Go ahead and execute the program using the following command:

 
python cron.py

You can check if the Cron Job has been created by running this command:

 
crontab -l

You should observe the following line at the bottom of the file:

Output
. . .
* * * * * echo 'hello world'

Notice how the readable Python scheduling syntax gets translated to Cron's cryptic syntax. This is one of the main advantages of using the python-crontab package instead of editing the crontab file yourself.

Setting time restrictions

Let's take a closer look at the scheduling options that the python-crontab package exposes for automating tasks. Recall that a Cron expression has the following syntax:

 
minute hour day_of_month month day_of_week command

The minute() method that we used in the previous example corresponds to the first field. Each of the other fields (except command) has their corresponding method as shown in the list below:

  • minute: minute()
  • hour: hour()
  • day_of_month: day()
  • month: month()
  • day_of_week: dow()

The command field corresponds to the command parameter in the new() method.

 
job = cron.new(command="echo 'hello world'")

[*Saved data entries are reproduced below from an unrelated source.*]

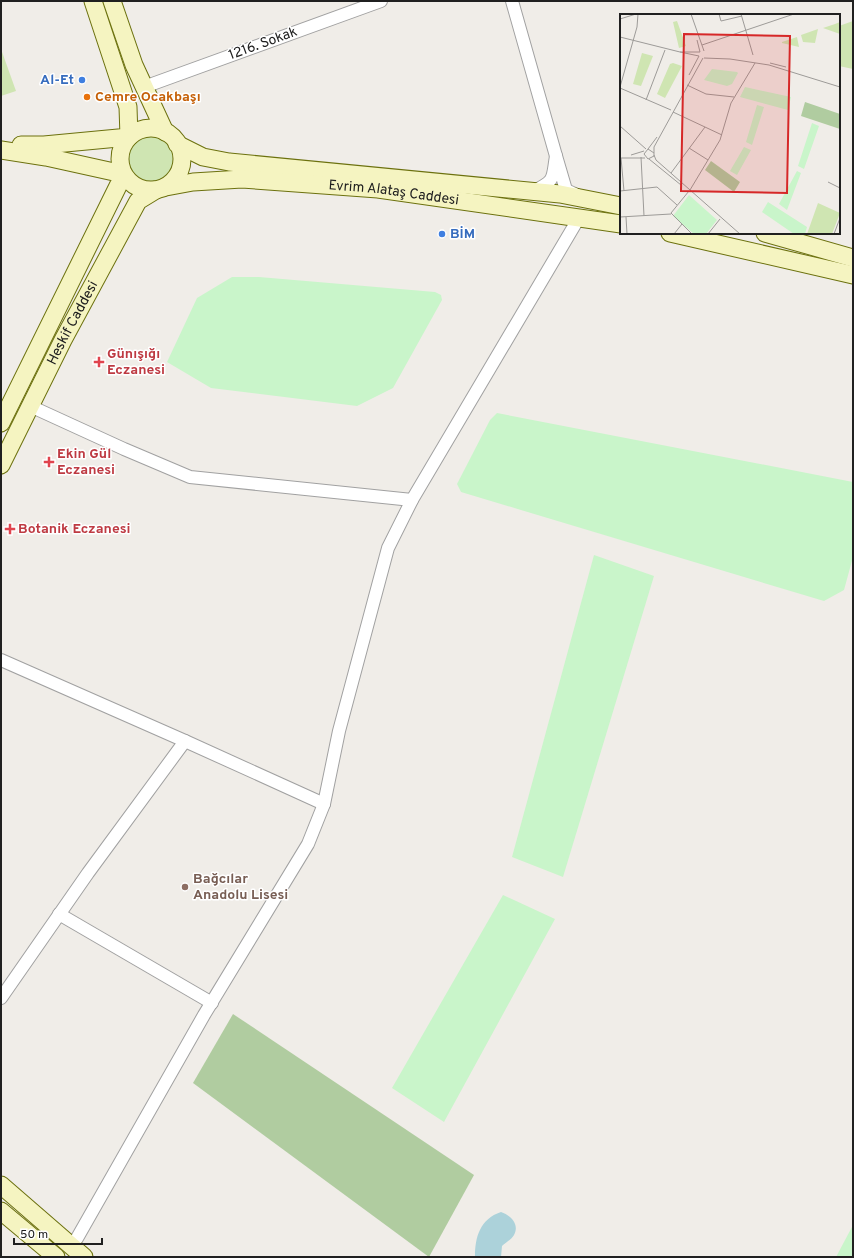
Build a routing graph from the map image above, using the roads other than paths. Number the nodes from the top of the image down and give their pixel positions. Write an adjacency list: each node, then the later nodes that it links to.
1 (93, 1): 7 (main road)
2 (112, 1): 5 (main road)
3 (381, 1): 5 (street, 1216. Sokak)
4 (512, 1): 11 (street)
5 (144, 87): 6 (main road)
6 (165, 132): 7 (main road); 8 (main road)
7 (129, 137): 9 (main road); 12 (main road)
8 (177, 144): 13 (main road); 14 (main road, Evrim Alataş Caddesi)
9 (1, 145)
10 (1, 150): 12 (main road)
11 (556, 156): 14 (street); 15 (street)
12 (123, 174): 13 (main road); 24 (main road)
13 (161, 188): 17 (main road, Evrim Alataş Caddesi); 23 (main road, Heskif Caddesi)
14 (534, 192): 15 (main road, Evrim Alataş Caddesi)
15 (585, 199): 16 (main road, Evrim Alataş Caddesi)
16 (620, 206)
17 (580, 216): 18 (main road, Evrim Alataş Caddesi); 26 (street)
18 (620, 224)
19 (674, 234): 22 (main road)
20 (769, 234): 21 (main road)
21 (853, 258)
22 (853, 275)
23 (30, 406): 25 (main road, Heskif Caddesi); 26 (street)
24 (1, 423)
25 (1, 465)
26 (412, 500): 29 (street)
27 (1, 660): 28 (street)
28 (186, 741): 29 (street); 30 (street)
29 (324, 804): 32 (street)
30 (59, 914): 31 (street); 32 (street)
31 (1, 998)
32 (212, 1003): 35 (street)
33 (1, 1186): 35 (main road)
34 (1, 1211): 36 (main road)
35 (78, 1252)
36 (56, 1257)

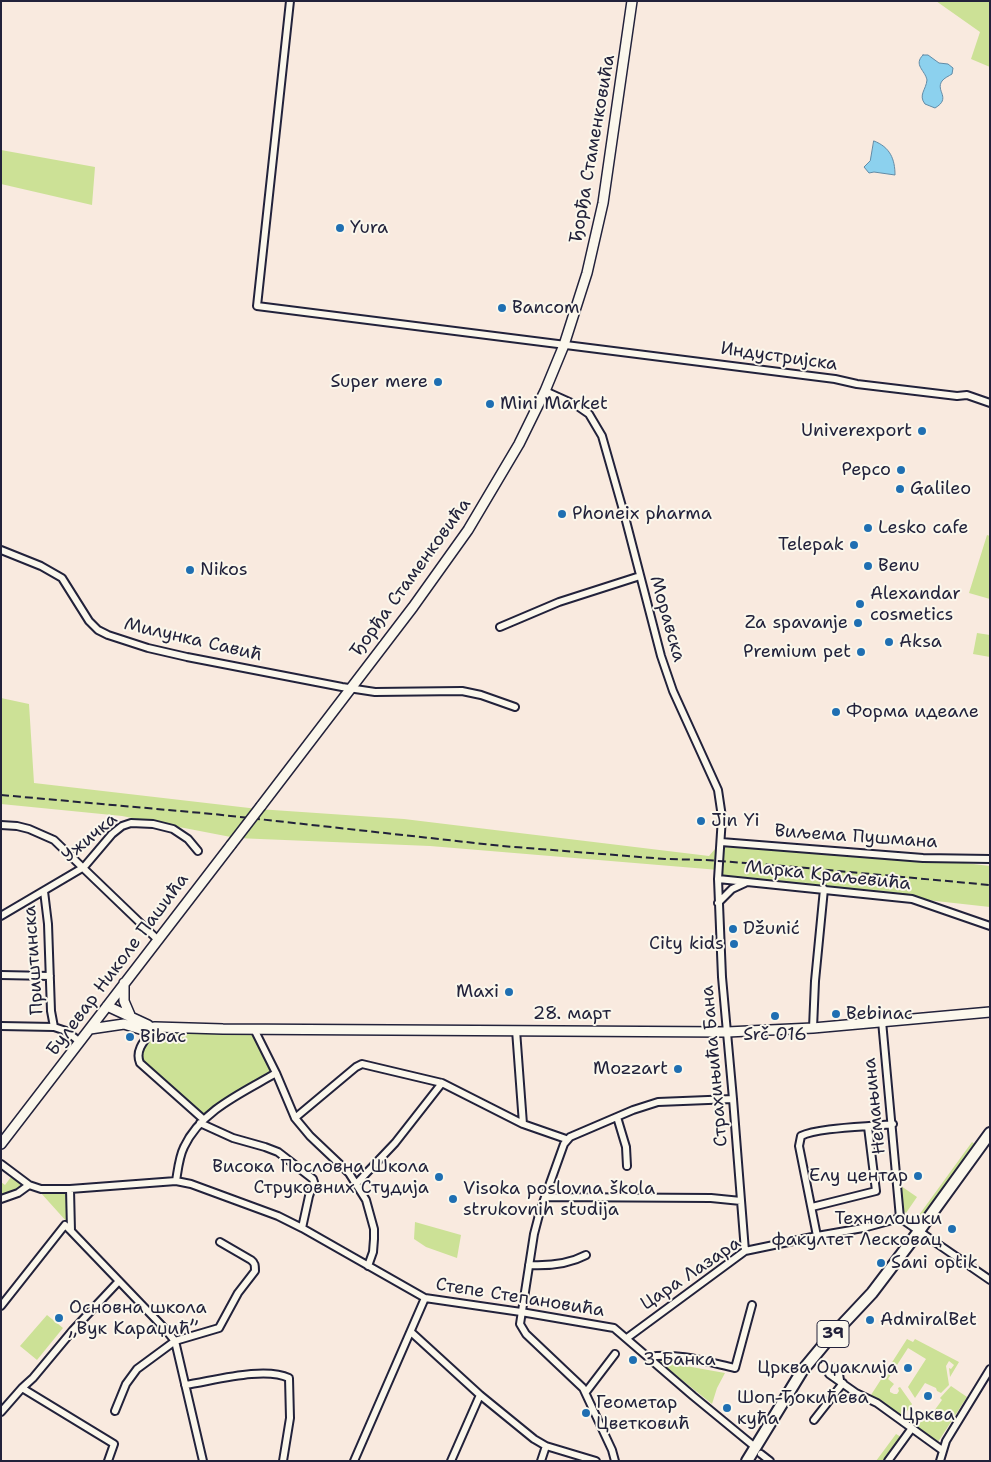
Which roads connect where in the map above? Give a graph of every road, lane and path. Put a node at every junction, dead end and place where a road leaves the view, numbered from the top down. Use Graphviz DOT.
graph roads {
  1 [pos="290,1"];
  2 [pos="632,1"];
  3 [pos="564,345"];
  4 [pos="545,391"];
  5 [pos="990,402"];
  6 [pos="1,550"];
  7 [pos="640,576"];
  8 [pos="500,627"];
  9 [pos="350,688"];
  10 [pos="515,707"];
  11 [pos="261,806"];
  12 [pos="1,825"];
  13 [pos="721,842"];
  14 [pos="198,852"];
  15 [pos="990,859"];
  16 [pos="84,867"];
  17 [pos="718,879"];
  18 [pos="747,882"];
  19 [pos="824,889"];
  20 [pos="44,891"];
  21 [pos="718,903"];
  22 [pos="1,916"];
  23 [pos="990,926"];
  24 [pos="158,940"];
  25 [pos="1,974"];
  26 [pos="50,976"];
  27 [pos="124,983"];
  28 [pos="107,1006"];
  29 [pos="990,1012"];
  30 [pos="132,1018"];
  31 [pos="882,1021"];
  32 [pos="124,1024"];
  33 [pos="1,1026"];
  34 [pos="54,1027"];
  35 [pos="154,1027"];
  36 [pos="813,1028"];
  37 [pos="90,1029"];
  38 [pos="254,1029"];
  39 [pos="516,1030"];
  40 [pos="727,1032"];
  41 [pos="80,1042"];
  42 [pos="276,1073"];
  43 [pos="442,1084"];
  44 [pos="734,1099"];
  45 [pos="617,1117"];
  46 [pos="295,1118"];
  47 [pos="202,1121"];
  48 [pos="523,1124"];
  49 [pos="893,1124"];
  50 [pos="868,1127"];
  51 [pos="988,1137"];
  52 [pos="566,1139"];
  53 [pos="1,1144"];
  54 [pos="1,1164"];
  55 [pos="627,1166"];
  56 [pos="176,1181"];
  57 [pos="357,1183"];
  58 [pos="29,1185"];
  59 [pos="70,1189"];
  60 [pos="545,1197"];
  61 [pos="1,1199"];
  62 [pos="741,1200"];
  63 [pos="812,1207"];
  64 [pos="900,1218"];
  65 [pos="302,1228"];
  66 [pos="71,1231"];
  67 [pos="919,1231"];
  68 [pos="817,1236"];
  69 [pos="220,1242"];
  70 [pos="745,1251"];
  71 [pos="586,1254"];
  72 [pos="529,1265"];
  73 [pos="368,1266"];
  74 [pos="990,1280"];
  75 [pos="119,1281"];
  76 [pos="424,1298"];
  77 [pos="752,1305"];
  78 [pos="1,1306"];
  79 [pos="521,1312"];
  80 [pos="411,1332"];
  81 [pos="627,1338"];
  82 [pos="175,1341"];
  83 [pos="614,1354"];
  84 [pos="649,1357"];
  85 [pos="989,1371"];
  86 [pos="185,1385"];
  87 [pos="22,1388"];
  88 [pos="586,1392"];
  89 [pos="480,1394"];
  90 [pos="115,1411"];
  91 [pos="1,1412"];
  92 [pos="814,1420"];
  93 [pos="912,1428"];
  94 [pos="546,1446"];
  95 [pos="942,1450"];
  96 [pos="758,1451"];
  97 [pos="108,1461"];
  98 [pos="202,1461"];
  99 [pos="283,1461"];
  100 [pos="354,1461"];
  101 [pos="451,1461"];
  102 [pos="541,1461"];
  103 [pos="596,1461"];
  104 [pos="615,1461"];
  105 [pos="747,1461"];
  106 [pos="770,1461"];
  107 [pos="888,1461"];
  108 [pos="940,1461"];
  1 -- 3 [label="street, Индустријска"];
  2 -- 3 [label="main road, Ђорђа Стаменковића"];
  3 -- 4 [label="main road, Ђорђа Стаменковића"];
  3 -- 5 [label="street, Индустријска"];
  4 -- 7 [label="street, Моравска"];
  4 -- 9 [label="main road, Ђорђа Стаменковића"];
  6 -- 9 [label="street, Милунка Савић"];
  7 -- 8 [label="street"];
  7 -- 13 [label="street, Моравска"];
  9 -- 10 [label="street, Милунка Савић"];
  9 -- 11 [label="main road, Ђорђа Стаменковића"];
  11 -- 24 [label="main road, Булевар Николе Пашића, bridge"];
  12 -- 16 [label="street"];
  13 -- 15 [label="street, Виљема Пушмана"];
  13 -- 17 [label="street, Моравска"];
  14 -- 16 [label="street, Ужичка"];
  16 -- 20 [label="street, Ужичка"];
  16 -- 24 [label="street"];
  17 -- 18 [label="street, Марка Краљевића"];
  17 -- 21 [label="street, Страхињића Бана"];
  18 -- 19 [label="street, Марка Краљевића"];
  18 -- 21 [label="street"];
  19 -- 23 [label="street, Марка Краљевића"];
  19 -- 36 [label="street"];
  20 -- 22 [label="street, Ужичка"];
  20 -- 26 [label="street, Приштинска"];
  21 -- 40 [label="street, Страхињића Бана"];
  24 -- 27 [label="main road, Булевар Николе Пашића"];
  25 -- 26 [label="street"];
  26 -- 34 [label="street, Приштинска"];
  27 -- 28 [label="main road, Булевар Николе Пашића"];
  27 -- 30 [label="main road"];
  28 -- 30 [label="main road, 28. март"];
  28 -- 32 [label="main road"];
  28 -- 37 [label="main road, Булевар Николе Пашића"];
  29 -- 31 [label="main road, 28. март"];
  30 -- 35 [label="main road, 28. март"];
  31 -- 36 [label="main road, 28. март"];
  31 -- 49 [label="street, Немањина"];
  32 -- 35 [label="main road, 28. март"];
  32 -- 37 [label="main road, 28. март"];
  33 -- 34 [label="street"];
  34 -- 41 [label="street"];
  35 -- 38 [label="main road, 28. март"];
  35 -- 47 [label="street"];
  36 -- 40 [label="main road, 28. март"];
  37 -- 41 [label="main road, Булевар Николе Пашића"];
  38 -- 39 [label="main road, 28. март"];
  38 -- 42 [label="street"];
  39 -- 40 [label="main road, 28. март"];
  39 -- 48 [label="street"];
  40 -- 44 [label="street, Страхињића Бана"];
  41 -- 53 [label="main road, Булевар Николе Пашића"];
  42 -- 46 [label="street"];
  42 -- 47 [label="street"];
  43 -- 46 [label="street"];
  43 -- 48 [label="street"];
  43 -- 57 [label="street"];
  44 -- 45 [label="street"];
  44 -- 62 [label="street, Страхињића Бана"];
  45 -- 52 [label="street"];
  45 -- 55 [label="street"];
  46 -- 57 [label="street"];
  47 -- 56 [label="street"];
  47 -- 65 [label="street"];
  48 -- 52 [label="street"];
  49 -- 50 [label="street"];
  49 -- 64 [label="street, Немањина"];
  50 -- 63 [label="street"];
  50 -- 63 [label="street"];
  51 -- 67 [label="main road, 39"];
  52 -- 60 [label="street"];
  54 -- 58 [label="street, Степе Степановића"];
  56 -- 59 [label="street, Степе Степановића"];
  56 -- 65 [label="street, Степе Степановића"];
  57 -- 73 [label="street"];
  58 -- 59 [label="street, Степе Степановића"];
  58 -- 61 [label="street"];
  59 -- 66 [label="street"];
  60 -- 62 [label="street"];
  60 -- 72 [label="street"];
  62 -- 70 [label="street, Страхињића Бана"];
  63 -- 68 [label="street"];
  64 -- 67 [label="street"];
  64 -- 68 [label="street, Цара Лазара"];
  65 -- 73 [label="street, Степе Степановића"];
  66 -- 75 [label="street"];
  66 -- 78 [label="street"];
  67 -- 74 [label="street"];
  67 -- 96 [label="main road, 39"];
  68 -- 70 [label="street, Цара Лазара"];
  69 -- 82 [label="street"];
  70 -- 81 [label="street, Цара Лазара"];
  71 -- 72 [label="street"];
  72 -- 79 [label="street"];
  73 -- 76 [label="street, Степе Степановића"];
  75 -- 82 [label="street"];
  75 -- 87 [label="street"];
  76 -- 79 [label="street, Степе Степановића"];
  76 -- 80 [label="street"];
  77 -- 84 [label="street"];
  79 -- 81 [label="street, Степе Степановића"];
  79 -- 88 [label="street"];
  80 -- 89 [label="street"];
  80 -- 100 [label="street"];
  81 -- 84 [label="street"];
  82 -- 86 [label="street"];
  82 -- 90 [label="street"];
  83 -- 88 [label="street"];
  84 -- 96 [label="street"];
  85 -- 95 [label="street"];
  86 -- 98 [label="street"];
  86 -- 99 [label="street"];
  87 -- 91 [label="street"];
  87 -- 97 [label="street"];
  88 -- 104 [label="street"];
  89 -- 94 [label="street"];
  89 -- 101 [label="street"];
  92 -- 93 [label="street"];
  93 -- 95 [label="street"];
  93 -- 107 [label="street"];
  94 -- 102 [label="street"];
  94 -- 103 [label="street"];
  95 -- 108 [label="street"];
  96 -- 105 [label="main road, 39"];
  96 -- 106 [label="street"];
}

Once you've specified the unit of time that should be used for scheduling (minute, hour, etc), you must define how often the job should be repeated. This could be a time interval, a frequency, or specific values. There are three different methods to help you with this.

  • on(): defines specific values for the task to be repeated and it takes different values for different units. For instance, if the unit is minute, integer values between 0-59 may be supplied as arguments. If the unit is day of week (dow), integer values between 0-6 or string values SUN-SAT may be provided.

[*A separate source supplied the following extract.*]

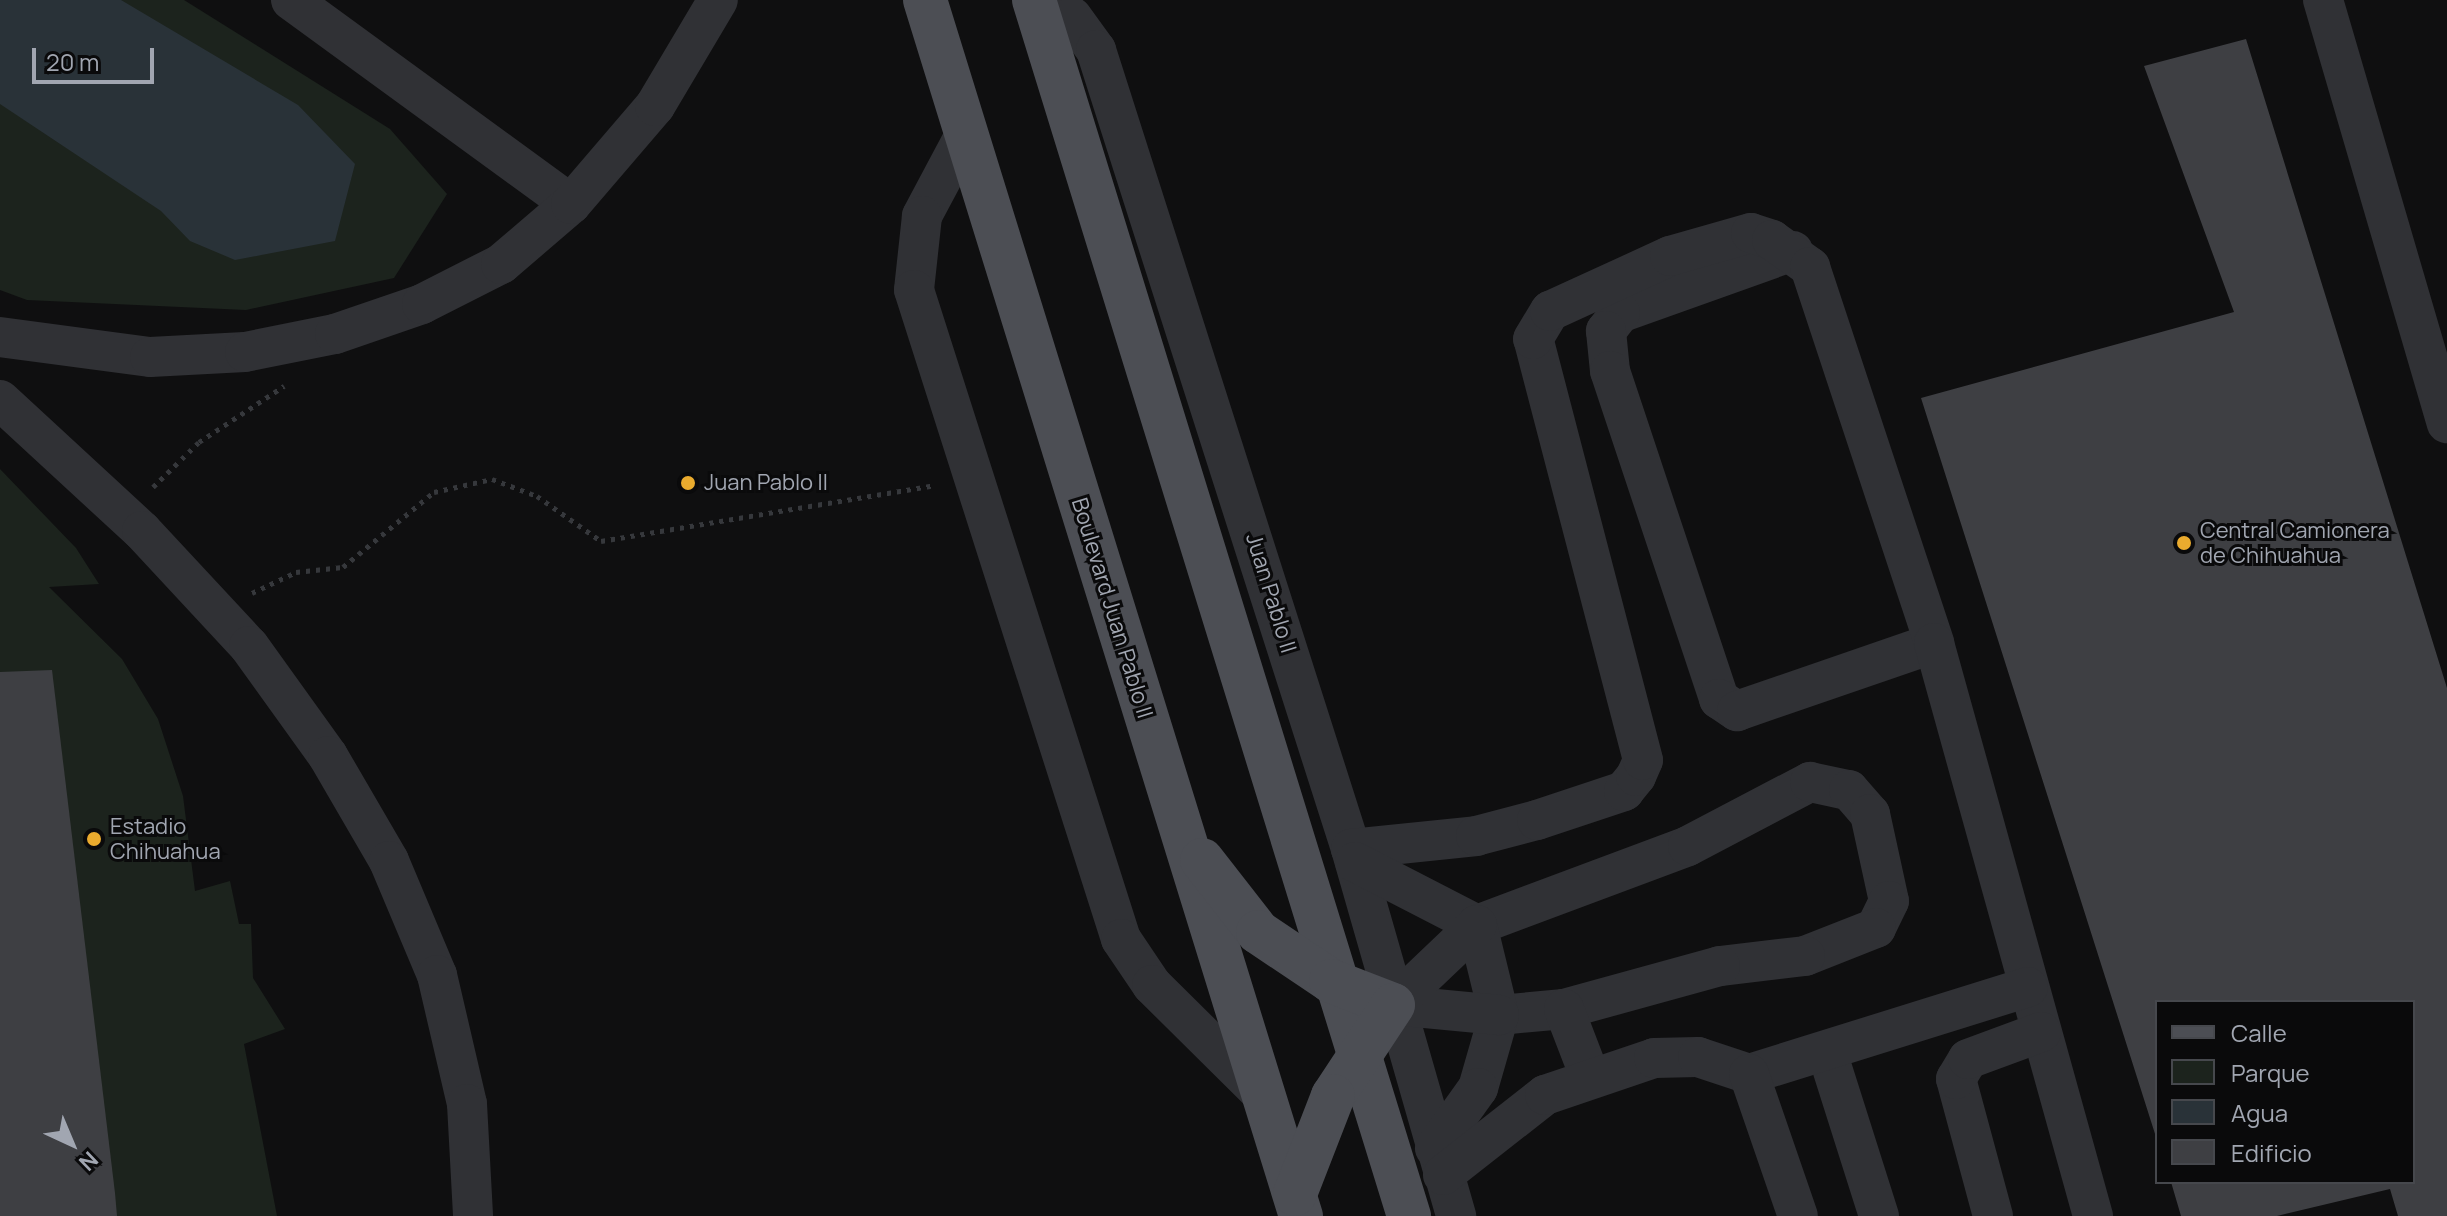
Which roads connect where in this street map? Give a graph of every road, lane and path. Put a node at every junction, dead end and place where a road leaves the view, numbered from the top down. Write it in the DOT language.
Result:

Below is a summary of how the on() method works for various units, and the corresponding crontab output:

 
  job.minute.on(5) # 5th minute of every hour → 5 * * * *

  job.hour.on(5) # 05:00 of every day → * 5 * * *

  job.day.on(5) # 5th day of every month → * * 5 * *

  job.month.on(5) # May of every year → * * * 5 *
  job.month.on("MAY") # May of every year → * * * 5 *

  job.dow.on(5) # Every Friday → * * * * 5
  job.dow.on("FRI") # Every Friday → * * * * 5

You can also specify multiple values in the on() method to form a list. This corresponds to the comma character in a Cron expression.

 
  job.day.on(5, 8, 10, 17) # corresponds to * * 5,8,10,17 * *
  • every(): defines the frequency of repetition. Corresponds to the forward slash (/) in a Cron expression.
 
  job.minute.every(5) # Every 5 minutes → */5 * * * *
  • during(): specifies a time interval, which corresponds to the dash (-) character in a Cron expression. It takes two values to form an interval, and just like the on() method, the allowable set of values varies according to the unit.
 
  job.minute.during(5,50) # During minute 5 to 50 of every hour
  job.dow.during('MON', 'FRI') # Monday to Friday

You can also combine during() with every(), which allows you to define a range and then specify the frequency of repetition. For example:

 
  job.minute.during(5,20).every(5) # Every 5 minutes from minute 5 to 20 → 5-20/5 * * * *

You need to remember that every time you set a schedule, the previous schedule (if any) will be cleared. For instance:

 
job.month.on(5) # Set to * * * 5 *
job.hour.every(2) # Override the previous schedule and set to * */2 * * *

However, if you need to combine multiple schedules for a simple task, you must append use the also() method as shown below:

 
job.month.on(5) # Set to * * * 5 *
job.hour.also.every(2) # merge with the previous schedule and set to * */2 * 5 *

If you are comfortable using Cron expressions, there is also a setall() method that allows you to use either Cron expressions or Python datetime objects like this:

 
job.setall(None, "*/2", None, "5", None) # None means *
job.setall("* */2 * 5 *")

job.setall(datetime.time(10, 2)) # 2 10 * * *
job.setall(datetime.date(2000, 4, 2)) # * * 2 4 *
job.setall(datetime.datetime(2000, 4, 2, 10, 2)) # 2 10 2 4 *

Scheduling a Python script with python-crontab

In this section, you will create a Python scrapper that scrapes the Dev.to Community for the latest Python articles, sorts them according to their reactions, and saves them to a markdown file. Afterward, you will schedule this scrapper to run once every week using the concepts introduced in prior sections.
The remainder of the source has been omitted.